**The task:**
Transcribe the records verbatim, images excluded.

Stored data:
****************************************

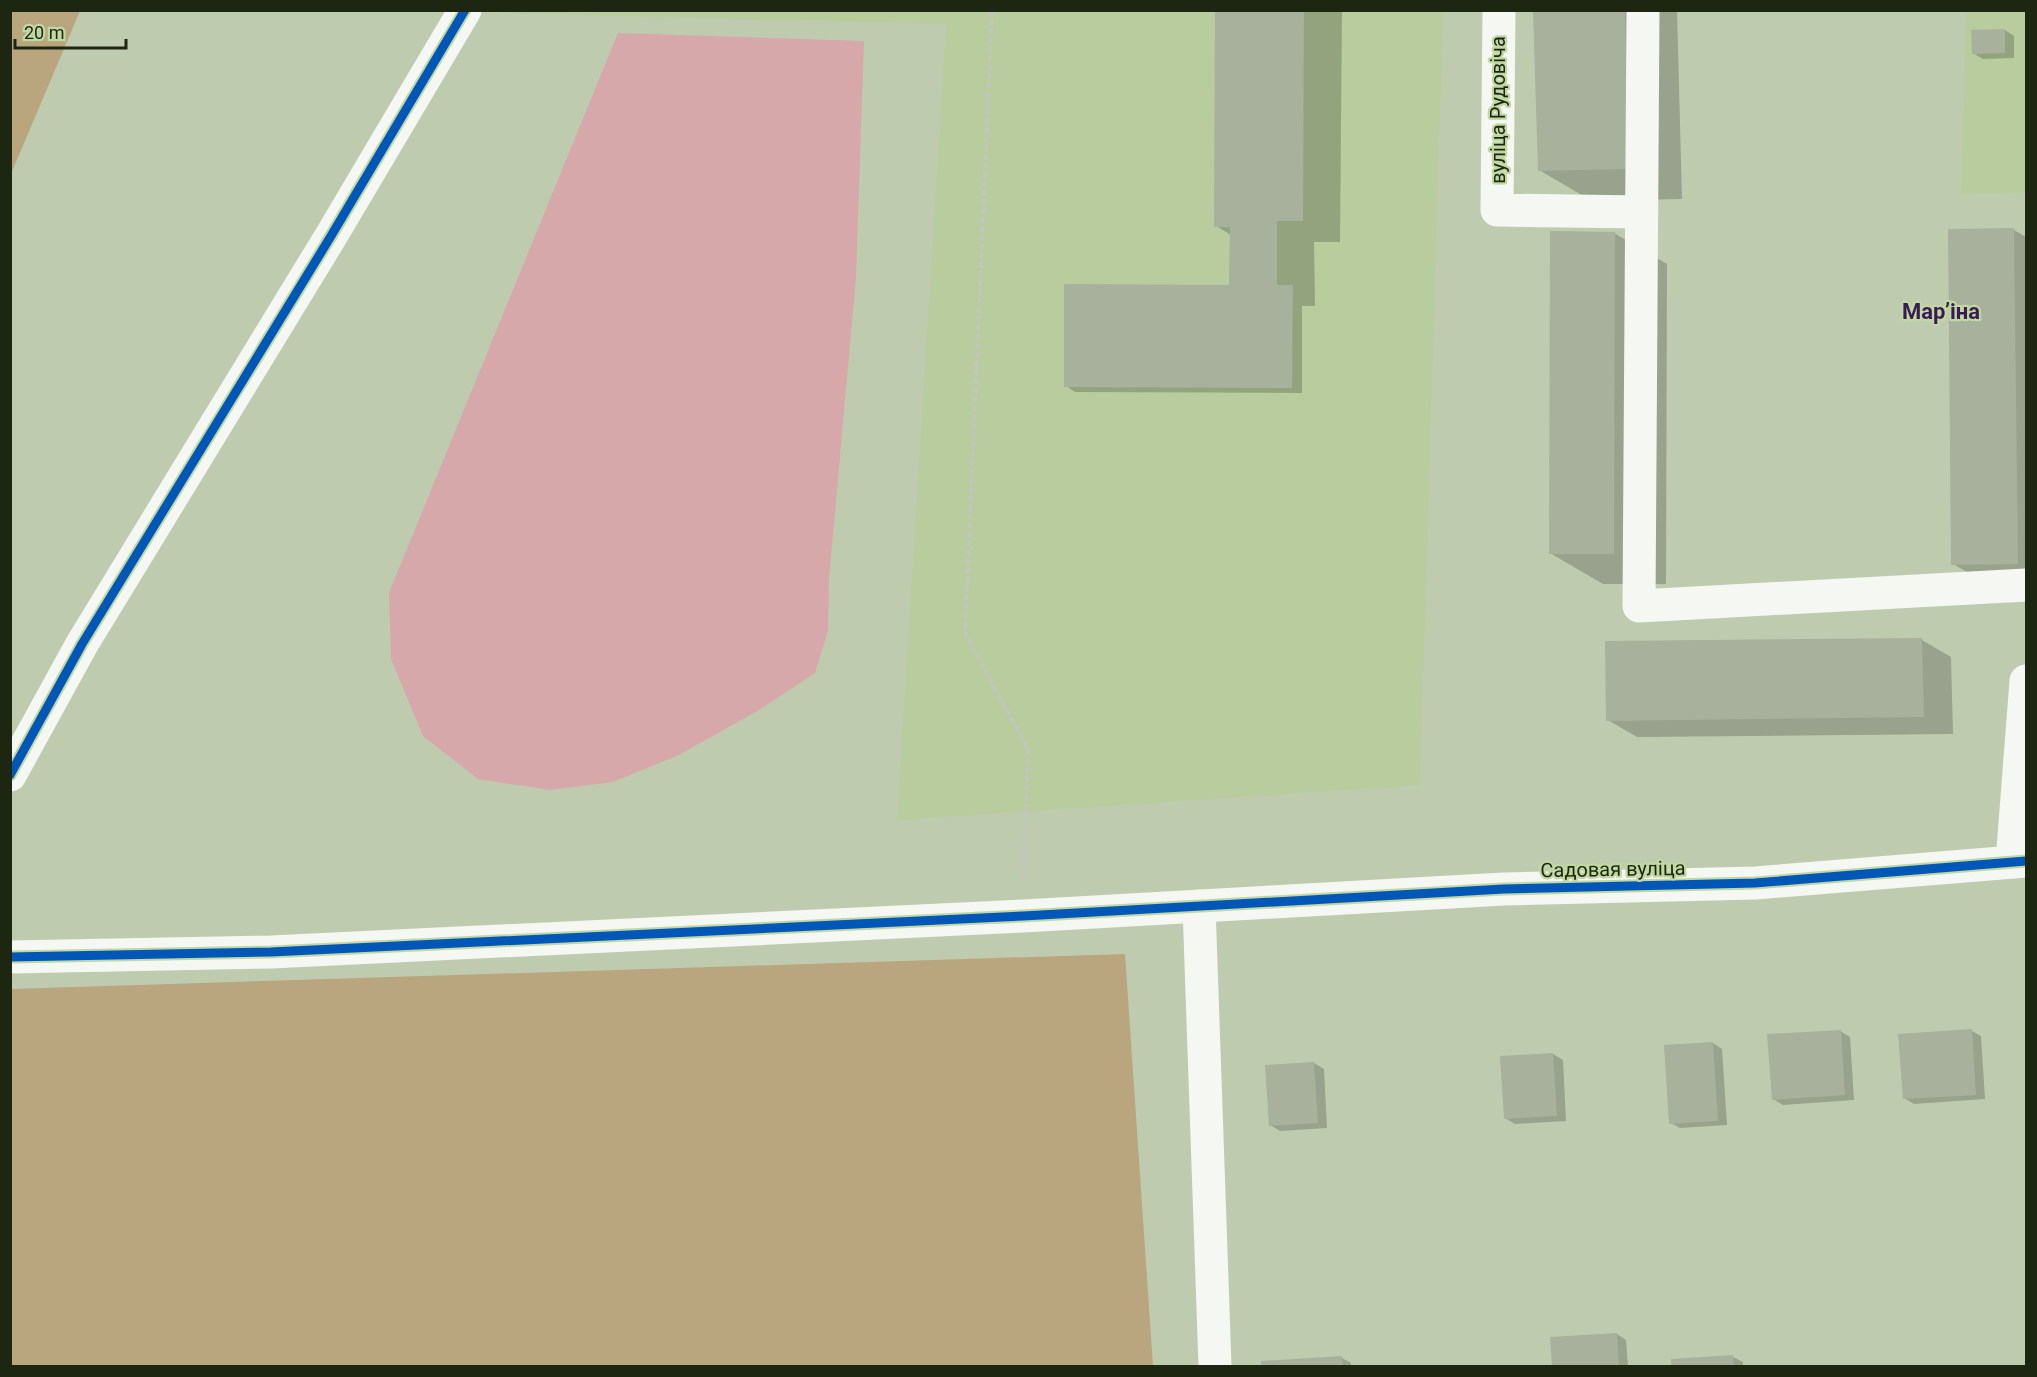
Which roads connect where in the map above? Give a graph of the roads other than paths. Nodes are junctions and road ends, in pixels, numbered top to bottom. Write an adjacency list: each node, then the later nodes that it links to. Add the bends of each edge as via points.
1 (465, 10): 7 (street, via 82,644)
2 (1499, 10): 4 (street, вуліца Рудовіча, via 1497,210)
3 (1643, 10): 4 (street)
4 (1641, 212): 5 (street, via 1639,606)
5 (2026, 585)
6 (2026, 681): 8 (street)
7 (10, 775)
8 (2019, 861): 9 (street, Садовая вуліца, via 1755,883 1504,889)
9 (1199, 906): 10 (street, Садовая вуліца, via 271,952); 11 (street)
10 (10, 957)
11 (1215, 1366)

****************************************

**Answer to this task:**
Which roads connect where in the map above? Give a graph of the roads other than paths. Nodes are junctions and road ends, in pixels, numbered top to bottom. Write an adjacency list: each node, then the later nodes that it links to. Add the bends of each edge as via points.
1 (465, 10): 7 (street, via 82,644)
2 (1499, 10): 4 (street, вуліца Рудовіча, via 1497,210)
3 (1643, 10): 4 (street)
4 (1641, 212): 5 (street, via 1639,606)
5 (2026, 585)
6 (2026, 681): 8 (street)
7 (10, 775)
8 (2019, 861): 9 (street, Садовая вуліца, via 1755,883 1504,889)
9 (1199, 906): 10 (street, Садовая вуліца, via 271,952); 11 (street)
10 (10, 957)
11 (1215, 1366)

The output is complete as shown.